Avvocati:

        Polizza obbligatoria, il decreto    

  attuativo 22 Settembre 2016 in sintesi:

 

Assicurazione professionale avvocato

L'assicurazione deve coprire la responsabilità per qualsiasi tipo di danno: patrimoniale, non patrimoniale, indiretto, anche per colpa grave per i pregiudizi causati, oltre ai clienti, anche a terzi.
In caso di responsabilità solidale dell'
avvocato con altri soggetti l'assicurazione deve prevedere la copertura della responsabilità dell'avvocato per l'intero
L'assicurazione deve prevedere la copertura della responsabilità civile derivante da fatti colposi o dolosi di collaboratori, praticanti, dipendenti, sostituti processuali.
La copertura assicurativa si estende alla responsabilità per danni derivanti dalla custodia di documenti, somme di denaro, titoli e valori ricevuti in deposito dai clienti o dalle controparti processuali di questi ultimi.
In presenza di franchigie e scoperti, l'assicuratore sarà comunque tenuto a risarcire il terzo per l'intero importo dovuto, ferma restando la facoltà di recuperare l'importo della
franchigia o dello scoperto dall'assicurato.
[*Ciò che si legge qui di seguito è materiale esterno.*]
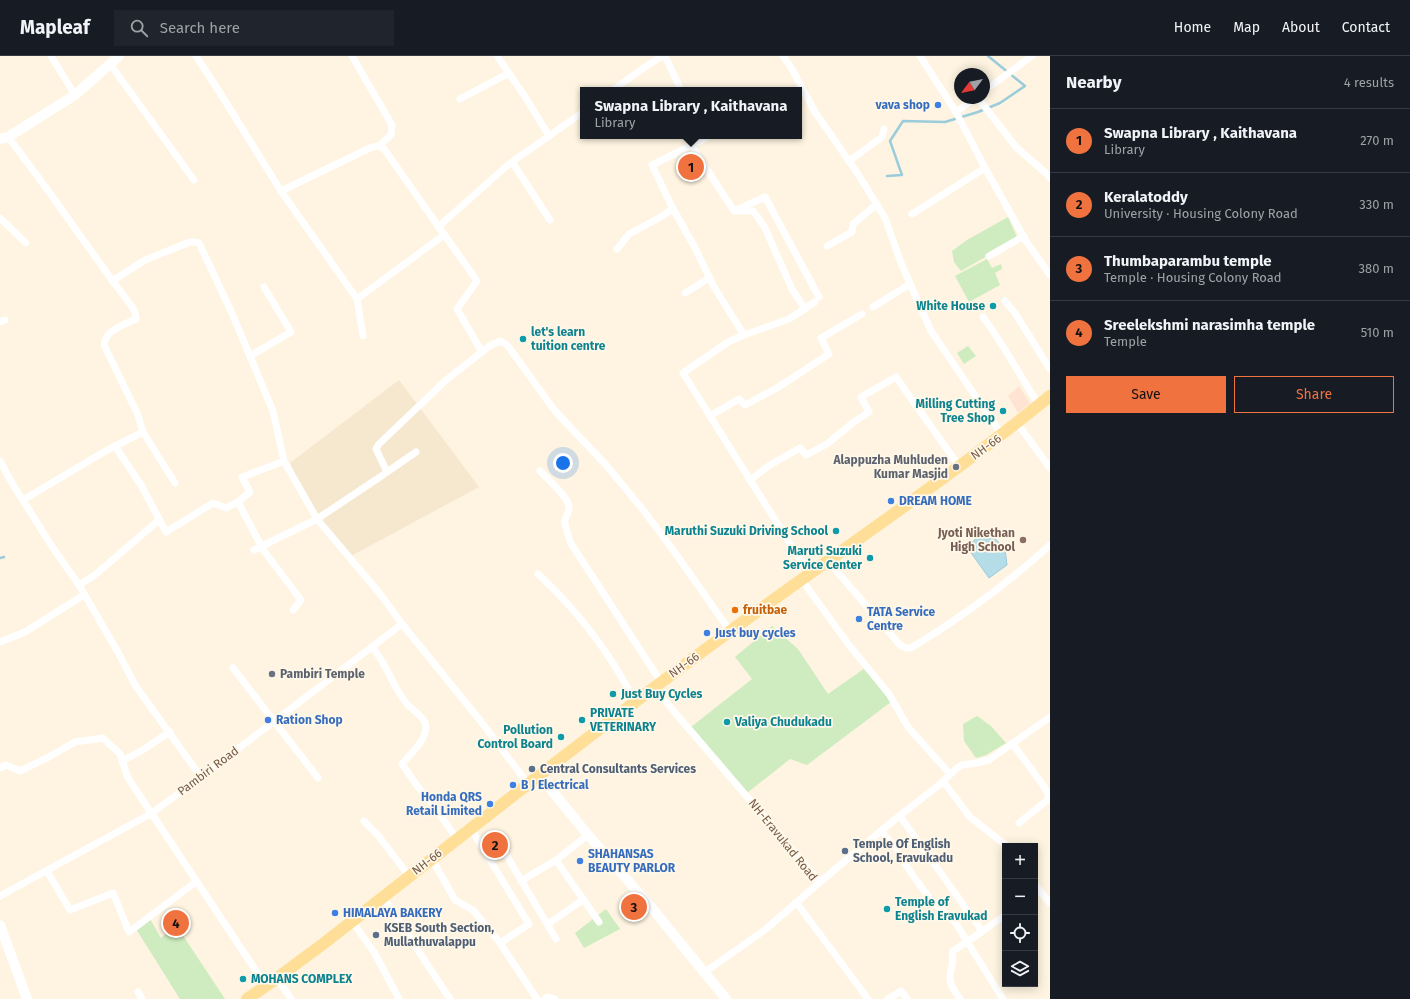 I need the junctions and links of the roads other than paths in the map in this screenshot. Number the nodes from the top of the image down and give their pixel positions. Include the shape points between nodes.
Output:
1 (51, 56) edge
2 (119, 56) edge
3 (196, 56) edge
4 (352, 56) edge
5 (497, 56) edge
6 (664, 56) edge
7 (783, 56) edge
8 (920, 56) edge
9 (1032, 56) edge
10 (110, 64) junction
11 (509, 73) junction
12 (617, 87) edge
13 (680, 87) edge
14 (800, 87) edge
15 (990, 87) edge
16 (802, 91) edge
17 (75, 94) junction
18 (460, 99) dead end
19 (967, 104) edge
20 (983, 104) edge
21 (956, 112) junction
22 (580, 114) edge
23 (884, 129) dead end
24 (549, 136) junction
25 (4, 138) edge
26 (703, 139) edge
27 (379, 146) junction
28 (691, 146) junction
29 (849, 161) junction
30 (512, 162) junction
31 (985, 168) junction
32 (1049, 176) edge
33 (194, 180) dead end
34 (280, 191) junction
35 (877, 204) junction
36 (674, 209) junction
37 (734, 211) junction
38 (912, 214) dead end
39 (0, 218) edge
40 (550, 220) dead end
41 (438, 227) junction
42 (444, 235) junction
43 (1024, 236) junction
44 (26, 243) dead end
45 (827, 246) dead end
46 (617, 249) dead end
47 (989, 256) dead end
48 (1050, 275) edge
49 (709, 278) junction
50 (112, 281) junction
51 (910, 284) junction
52 (264, 287) dead end
53 (685, 293) dead end
54 (357, 299) junction
55 (1005, 301) dead end
56 (873, 307) dead end
57 (805, 309) junction
58 (862, 314) dead end
59 (983, 317) dead end
60 (744, 335) junction
61 (363, 336) dead end
62 (482, 352) junction
63 (250, 356) junction
64 (1050, 369) edge
65 (1050, 396) edge
66 (1039, 405) junction
67 (710, 416) junction
68 (1017, 423) junction
69 (143, 432) junction
70 (1002, 435) junction
71 (115, 446) junction
72 (416, 452) dead end
73 (0, 460) edge
74 (284, 461) junction
75 (959, 466) junction
76 (1050, 468) edge
77 (540, 471) dead end
78 (387, 472) junction
79 (750, 480) junction
80 (175, 483) dead end
81 (23, 500) junction
82 (238, 502) junction
83 (317, 519) junction
84 (159, 520) junction
85 (1050, 546) edge
86 (258, 548) junction
87 (828, 561) junction
88 (538, 574) dead end
89 (805, 577) junction
90 (79, 585) junction
91 (84, 595) junction
92 (293, 610) dead end
93 (402, 624) junction
94 (730, 631) junction
95 (0, 642) edge
96 (372, 647) junction
97 (233, 668) dead end
98 (658, 685) junction
99 (635, 702) junction
100 (1050, 717) edge
101 (275, 721) junction
102 (170, 732) junction
103 (1012, 743) junction
104 (122, 761) junction
105 (0, 768) edge
106 (950, 774) junction
107 (540, 776) junction
108 (201, 777) junction
109 (318, 778) dead end
110 (943, 781) junction
111 (529, 785) junction
112 (1050, 798) edge
113 (152, 813) junction
114 (900, 816) junction
115 (364, 822) dead end
116 (1019, 823) dead end
117 (471, 829) junction
118 (881, 831) junction
119 (588, 835) junction
120 (457, 839) junction
121 (1003, 843) edge
122 (504, 851) dead end
123 (432, 859) junction
124 (556, 860) junction
125 (47, 871) junction
126 (410, 876) junction
127 (197, 881) junction
128 (521, 881) junction
129 (820, 882) junction
130 (1038, 891) edge
131 (0, 896) edge
132 (383, 897) junction
133 (584, 900) junction
134 (796, 902) junction
135 (1050, 903) edge
136 (1002, 917) edge
137 (352, 921) junction
138 (599, 922) dead end
139 (548, 924) junction
140 (0, 925) edge
141 (980, 933) junction
142 (556, 939) dead end
143 (500, 942) junction
144 (967, 942) junction
145 (705, 972) junction
146 (277, 978) junction
147 (266, 986) junction
148 (138, 992) dead end
149 (27, 999) edge
150 (142, 999) edge
151 (247, 999) edge
152 (291, 999) edge
153 (399, 999) edge
154 (450, 999) edge
155 (537, 999) edge
156 (545, 999) edge
157 (555, 999) edge
158 (726, 999) edge
159 (868, 999) edge
160 (888, 999) edge
161 (907, 999) edge
162 (960, 999) edge
163 (1003, 999) edge

1 - 17 street
2 - 10 main road
3 - 34 street
4 - 27 street via 392,125 391,135
5 - 11 street
6 - 12 street
6 - 13 street
7 - 14 street
8 - 21 street
9 - 15 street
10 - 17 main road
10 - 33 street
11 - 18 street
11 - 24 street
16 - 29 street
17 - 25 main road
19 - 21 street
20 - 32 street via 1016,147
21 - 31 street
22 - 24 street
23 - 29 street via 882,137
24 - 30 street
25 - 50 street via 27,162
26 - 28 street
27 - 34 street
27 - 41 street via 387,153
28 - 36 street via 652,165
28 - 37 street
29 - 35 street
30 - 40 street
30 - 41 street
31 - 38 street
31 - 43 street
34 - 54 street
35 - 45 street via 854,224 852,232
35 - 51 street via 885,218
36 - 46 street via 629,234
36 - 49 street
37 - 57 street via 753,211 764,226 792,289
37 - 57 street via 765,197 817,299
39 - 44 street
41 - 42 street
42 - 54 street
42 - 62 street via 477,281 457,309
43 - 47 street
43 - 48 street
49 - 53 street
49 - 60 street
50 - 63 street via 145,260 190,242 198,243
50 - 69 street via 133,308 136,319 110,332 104,339 104,345 138,415
51 - 56 street
51 - 70 street via 931,331
52 - 63 street via 291,332
54 - 61 street
55 - 64 street
57 - 60 street via 789,319
58 - 67 street via 821,338 829,354 745,405 740,399
59 - 66 street
60 - 67 street via 728,342 683,373
62 - 78 street via 445,381 382,440 376,449
62 - 94 street via 496,342 501,341 508,346 555,411 606,465 644,511
63 - 74 street via 273,411
65 - 66 main road, NH-66
66 - 68 main road, NH-66
67 - 79 street
68 - 70 main road, NH-66
68 - 76 street
69 - 71 street
69 - 80 street
70 - 75 main road, NH-66
71 - 81 street
71 - 84 street
72 - 78 street
73 - 81 street
74 - 82 street via 242,477 250,492
74 - 83 street
75 - 79 street via 896,377 861,397 869,412 827,444 806,455 800,448
75 - 87 main road, NH-66
77 - 98 street, NH-Eravukad Road via 568,503 565,524 570,542
78 - 83 street
79 - 89 street
81 - 90 street
82 - 84 street via 226,508 213,503 166,532
82 - 86 street
83 - 86 street
83 - 93 street
84 - 90 street via 95,575
85 - 87 street via 986,599 912,648 900,645
86 - 92 street via 301,600
87 - 89 main road, NH-66
88 - 99 street via 578,615 613,663
89 - 94 main road, NH-66
89 - 106 street via 849,645 889,694 908,727
90 - 91 street
91 - 95 street via 25,632
91 - 102 street via 135,685
93 - 96 street, Pambiri Road
93 - 111 street
94 - 98 main road, NH-66
96 - 101 street, Pambiri Road
96 - 120 street via 381,657 394,686 408,705 425,721 427,727 424,738 402,764
97 - 101 street
98 - 99 main road, NH-66
98 - 129 street, NH-Eravukad Road
99 - 107 main road, NH-66
100 - 103 street
101 - 108 street, Pambiri Road
101 - 109 street
102 - 104 street
102 - 108 street
103 - 106 street via 989,760 962,765
103 - 112 street
104 - 105 street via 120,754 103,738 74,742 20,771 6,765
104 - 113 street via 128,778
106 - 110 street
107 - 111 main road, NH-66
107 - 119 main road
108 - 113 street, Pambiri Road
110 - 114 street
110 - 121 street via 970,817
111 - 117 main road, NH-66
112 - 116 street
113 - 125 street, Pambiri Road
113 - 127 street
114 - 118 street
114 - 141 street via 980,928
115 - 126 street via 377,834
117 - 120 main road, NH-66
117 - 143 street via 529,924
118 - 129 street
118 - 144 street via 896,848 931,900 955,922
119 - 124 street
119 - 145 main road
120 - 123 main road, NH-66
122 - 128 street
123 - 126 main road, NH-66
123 - 143 street via 455,900 473,910
124 - 128 street
124 - 133 street
125 - 127 street via 70,910 113,893 129,932
125 - 131 street, Pambiri Road
126 - 132 main road, NH-66
127 - 147 street
128 - 139 street
129 - 134 street, NH-Eravukad Road
130 - 135 street
132 - 137 main road, NH-66
132 - 154 street
133 - 138 street
133 - 139 street
134 - 145 street, NH-Eravukad Road via 766,929
134 - 159 street
136 - 141 street
137 - 146 main road, NH-66
137 - 153 street via 374,952
139 - 142 street
140 - 149 main road
141 - 144 street
143 - 155 street
144 - 162 street via 952,954 954,959 950,981
144 - 163 street
145 - 158 main road
146 - 147 main road, NH-66
146 - 152 street
147 - 151 main road, NH-66
148 - 150 street
156 - 157 street
160 - 161 street via 901,991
Ai fini della determinazione del rischio assicurato, per «attività professionale» deve intendersi:

a) l'attività di rappresentanza e difesa dinanzi all'autorità giudiziaria o ad arbitri, tanto rituali quanto irrituali;

b) gli atti ad essa preordinati, connessi o consequenziali, come ad esempio l'iscrizione a ruolo della causa o l'esecuzione di notificazioni;

c) la consulenza od assistenza stragiudiziali;

d) la redazione di pareri o contratti;

e) l'assistenza del cliente nello svolgimento delle attività di mediazioni, di cui al decreto legislativo 4 marzo 2010, n. 28, ovvero di negoziazione assistita di cui al decreto-legge 12 settembre 2014, n. 132.


L'assicurazione deve prevedere una 
retroattività illimitata e un'ultrattività almeno decennale per gli avvocati che cessano l'attività nel periodo di vigenza della polizza.

L'assicurazione deve contenere clausole che escludano espressamente il diritto di recesso dell'assicuratore dal contratto a seguito della denuncia di un sinistro.

                                                                                       

 

 

                                                                   Massimali richiesti:

Attività svolta in forma individuale:

con fatturato riferito all'ultimo esercizio chiuso non superiore a euro 30.000,00:

Massimale minimo: 350.000,00 euro

con fatturato riferito all'ultimo esercizio chiuso superiore a 30.000,00 euro e non superiore a euro 70.000,00:

Massimale minimo: 500.000,00

con fatturato riferito all'ultimo esercizio chiuso superiore a euro 70.000,00:

Massimale minimo: 1.000.000,00


Attivita' svolta in forma collettiva (studio associato o società tra professionisti) con un massimo di 10 professionisti

con un fatturato riferito all'ultimo esercizio chiuso non superiore a euro 500.000,00

Massimale minimo: Euro 2.000.000,00 per anno, con il limite di euro 1.000.000,00 per sinistro

con un fatturato riferito all'ultimo esercizio chiuso superiore a euro 500.000,00

Massimale minimo: Euro 4.000.000,00 per anno, con il limite di euro 2.000.000,00 per sinistro


Attivita' svolta in forma collettiva (studio associato o società tra professionisti) composto da oltre 10 professionisti

Massimale minimo: Euro 10.000.000,00 per anno, con il limite di euro 5.000.000,00 per sinistro


In presenza di franchigie e scoperti, l'assicuratore sarà comunque tenuto a risarcire il terzo per l'intero importo dovuto, ferma restando la facoltà di recuperare l'importo della franchigia o dello scoperto dall'assicurato.

Assicurazione contro gli infortuni

L'assicurazione deve essere prevista a favore degli avvocati e dei loro collaboratori, praticanti e dipendenti per i quali non sia operante la copertura assicurativa obbligatoria I.N.A.I.L.

L'assicurazione deve prevedere la copertura degli infortuni occorsi durante lo svolgimento dell'attività professionale e a causa o in occasione di essa, i quali causino la morte, l'invalidità permanente o l'invalidità temporanea, nonché delle spese mediche.

Il contratto deve includere tra i rischi assicurati l'infortunio derivante dagli spostamenti resi necessari dallo svolgimento dell'attività professionale.

Le somme assicurate minime sono le seguenti:

capitale caso morte: euro 100.000,00;

capitale caso invalidita' permanente: euro 100.000,00;

diaria giornaliera da inabilita' temporanea: euro 50,00.


Il 
decreto entrerà in vigore il 22 settembre 2017.